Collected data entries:

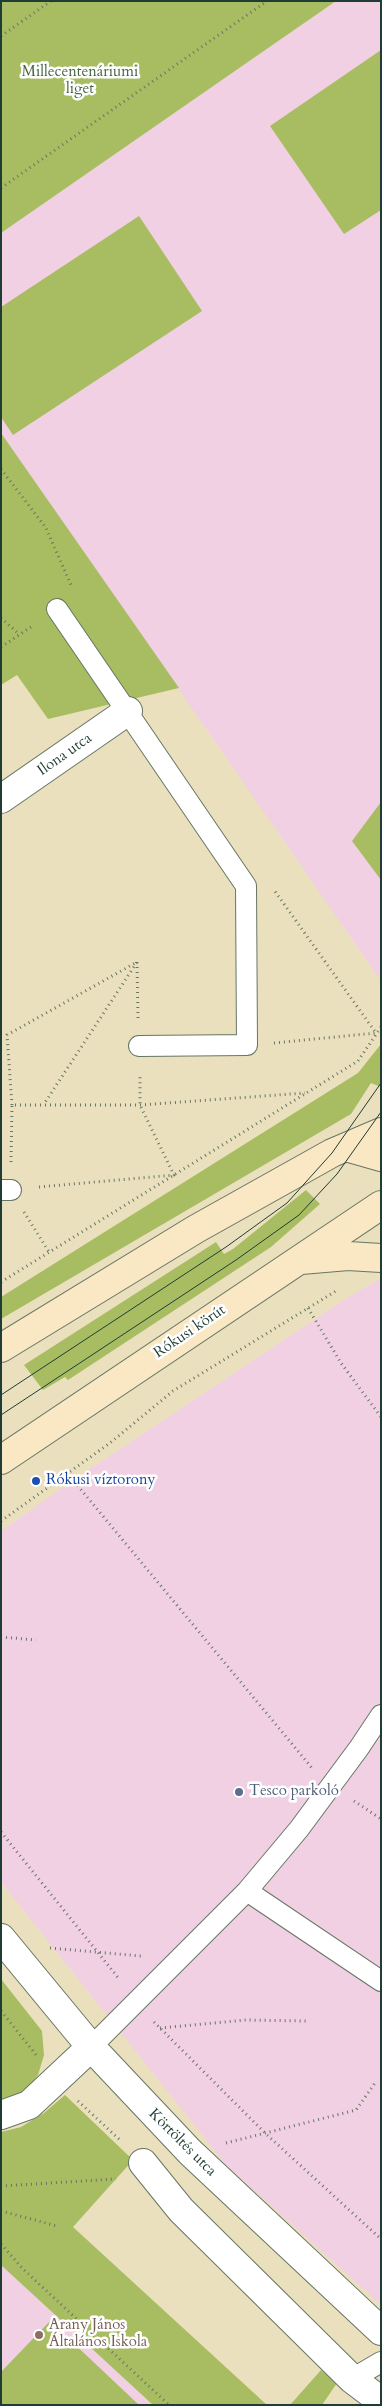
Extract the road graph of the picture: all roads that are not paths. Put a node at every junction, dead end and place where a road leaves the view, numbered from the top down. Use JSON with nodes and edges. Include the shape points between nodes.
{"nodes":[{"id":1,"x":57,"y":609,"type":"road end"},
{"id":2,"x":128,"y":710,"type":"junction"},
{"id":3,"x":1,"y":799,"type":"edge"},
{"id":4,"x":139,"y":1046,"type":"road end"},
{"id":5,"x":381,"y":1132,"type":"edge"},
{"id":6,"x":346,"y":1147,"type":"junction"},
{"id":7,"x":381,"y":1157,"type":"edge"},
{"id":8,"x":381,"y":1205,"type":"edge"},
{"id":9,"x":381,"y":1258,"type":"edge"},
{"id":10,"x":297,"y":1261,"type":"junction"},
{"id":11,"x":1,"y":1348,"type":"edge"},
{"id":12,"x":1,"y":1460,"type":"edge"},
{"id":13,"x":381,"y":1715,"type":"edge"},
{"id":14,"x":247,"y":1892,"type":"junction"},
{"id":15,"x":5,"y":1942,"type":"edge"},
{"id":16,"x":381,"y":1980,"type":"edge"},
{"id":17,"x":90,"y":2047,"type":"junction"},
{"id":18,"x":1,"y":2115,"type":"edge"},
{"id":19,"x":147,"y":2168,"type":"road end"},
{"id":20,"x":381,"y":2331,"type":"edge"},
{"id":21,"x":381,"y":2362,"type":"edge"},
{"id":22,"x":352,"y":2379,"type":"junction"},
{"id":23,"x":381,"y":2401,"type":"edge"}],
"edges":[{"from":1,"to":2,"type":"lane"},
{"from":2,"to":3,"type":"street","name":"Ilona utca"},
{"from":2,"to":4,"type":"lane","via":[[246,886],[247,1045]]},
{"from":5,"to":6,"type":"main road"},
{"from":6,"to":7,"type":"main road"},
{"from":6,"to":11,"type":"main road","via":[[196,1228]]},
{"from":8,"to":10,"type":"main road","name":"Rókusi körút"},
{"from":9,"to":10,"type":"main road","via":[[348,1256]]},
{"from":10,"to":12,"type":"main road","name":"Rókusi körút"},
{"from":13,"to":14,"type":"lane","via":[[299,1829]]},
{"from":14,"to":16,"type":"lane"},
{"from":14,"to":17,"type":"lane"},
{"from":15,"to":17,"type":"street","name":"Körtöltés utca"},
{"from":17,"to":18,"type":"street","via":[[29,2105]]},
{"from":17,"to":20,"type":"street","name":"Körtöltés utca","via":[[190,2152]]},
{"from":19,"to":22,"type":"street","via":[[181,2210]]},
{"from":21,"to":22,"type":"lane"},
{"from":22,"to":23,"type":"street"}]}
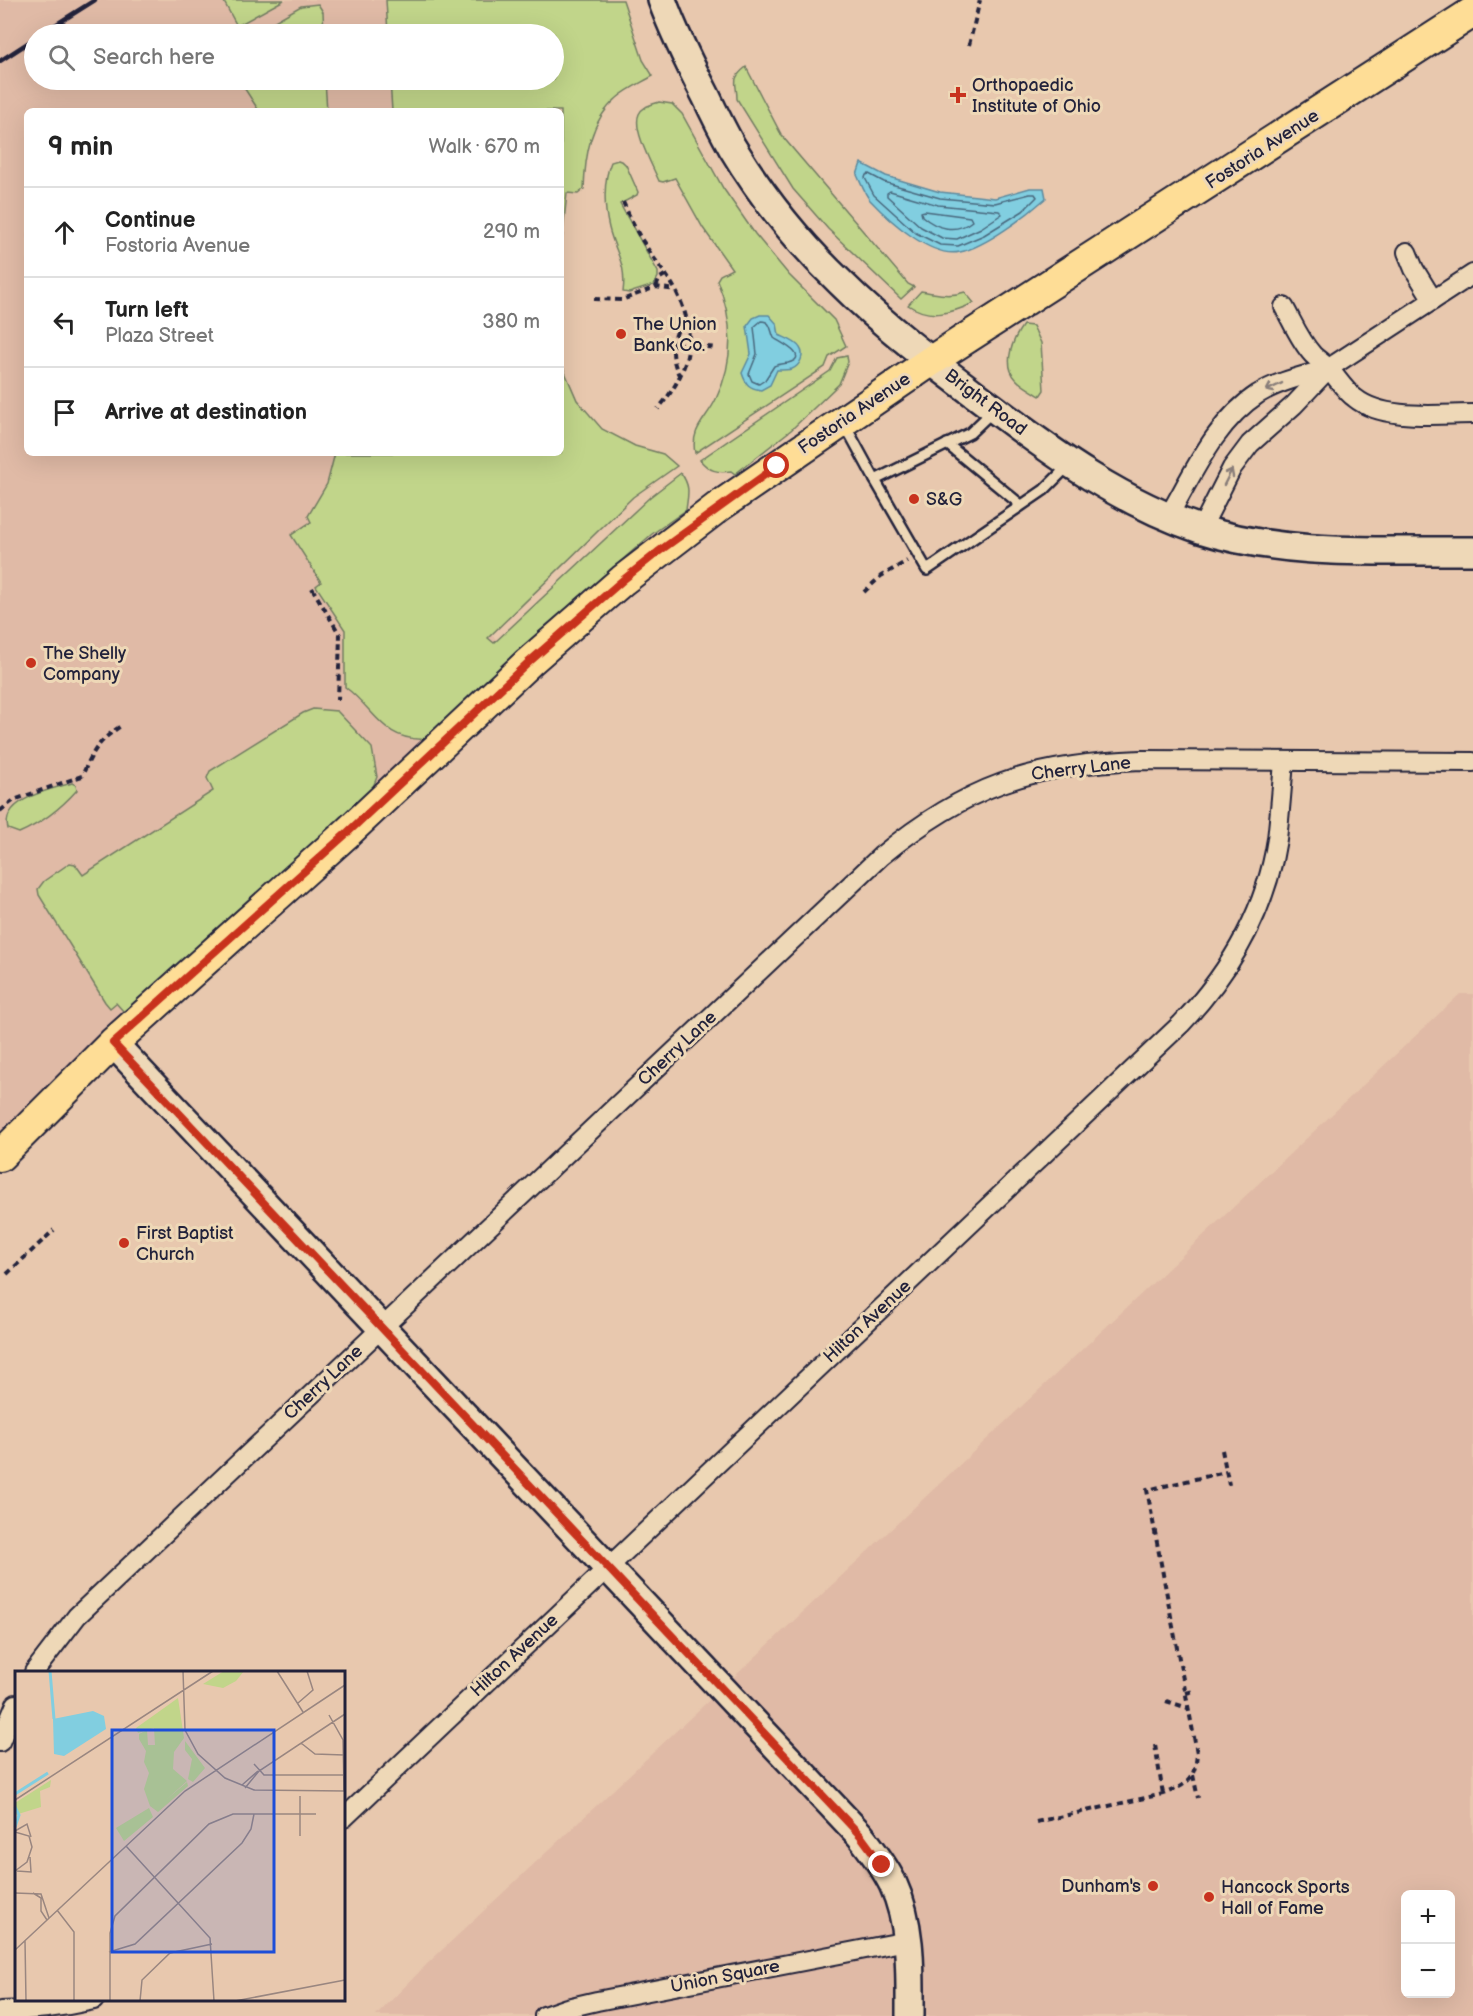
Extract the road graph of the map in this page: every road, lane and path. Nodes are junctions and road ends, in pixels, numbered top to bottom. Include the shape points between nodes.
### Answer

## ACTIVITY
Only the text of the records belongs in the answer; reproduce it verbatim, with no pictures.

## TASK RESPONSE
Extract the road graph of the picture: all roads that are not paths. Put a node at every junction, dead end and place where a road leaves the view, numbered from the top down. Use JSON with nodes and edges. Include the shape points between nodes.
{"nodes":[{"id":1,"x":57,"y":609,"type":"road end"},
{"id":2,"x":128,"y":710,"type":"junction"},
{"id":3,"x":1,"y":799,"type":"edge"},
{"id":4,"x":139,"y":1046,"type":"road end"},
{"id":5,"x":381,"y":1132,"type":"edge"},
{"id":6,"x":346,"y":1147,"type":"junction"},
{"id":7,"x":381,"y":1157,"type":"edge"},
{"id":8,"x":381,"y":1205,"type":"edge"},
{"id":9,"x":381,"y":1258,"type":"edge"},
{"id":10,"x":297,"y":1261,"type":"junction"},
{"id":11,"x":1,"y":1348,"type":"edge"},
{"id":12,"x":1,"y":1460,"type":"edge"},
{"id":13,"x":381,"y":1715,"type":"edge"},
{"id":14,"x":247,"y":1892,"type":"junction"},
{"id":15,"x":5,"y":1942,"type":"edge"},
{"id":16,"x":381,"y":1980,"type":"edge"},
{"id":17,"x":90,"y":2047,"type":"junction"},
{"id":18,"x":1,"y":2115,"type":"edge"},
{"id":19,"x":147,"y":2168,"type":"road end"},
{"id":20,"x":381,"y":2331,"type":"edge"},
{"id":21,"x":381,"y":2362,"type":"edge"},
{"id":22,"x":352,"y":2379,"type":"junction"},
{"id":23,"x":381,"y":2401,"type":"edge"}],
"edges":[{"from":1,"to":2,"type":"lane"},
{"from":2,"to":3,"type":"street","name":"Ilona utca"},
{"from":2,"to":4,"type":"lane","via":[[246,886],[247,1045]]},
{"from":5,"to":6,"type":"main road"},
{"from":6,"to":7,"type":"main road"},
{"from":6,"to":11,"type":"main road","via":[[196,1228]]},
{"from":8,"to":10,"type":"main road","name":"Rókusi körút"},
{"from":9,"to":10,"type":"main road","via":[[348,1256]]},
{"from":10,"to":12,"type":"main road","name":"Rókusi körút"},
{"from":13,"to":14,"type":"lane","via":[[299,1829]]},
{"from":14,"to":16,"type":"lane"},
{"from":14,"to":17,"type":"lane"},
{"from":15,"to":17,"type":"street","name":"Körtöltés utca"},
{"from":17,"to":18,"type":"street","via":[[29,2105]]},
{"from":17,"to":20,"type":"street","name":"Körtöltés utca","via":[[190,2152]]},
{"from":19,"to":22,"type":"street","via":[[181,2210]]},
{"from":21,"to":22,"type":"lane"},
{"from":22,"to":23,"type":"street"}]}
Extract the road graph of the map in this page: every road, lane and path. Nodes are junctions and road ends, in pixels, numbered top to bottom. Include the shape points between nodes.
### Answer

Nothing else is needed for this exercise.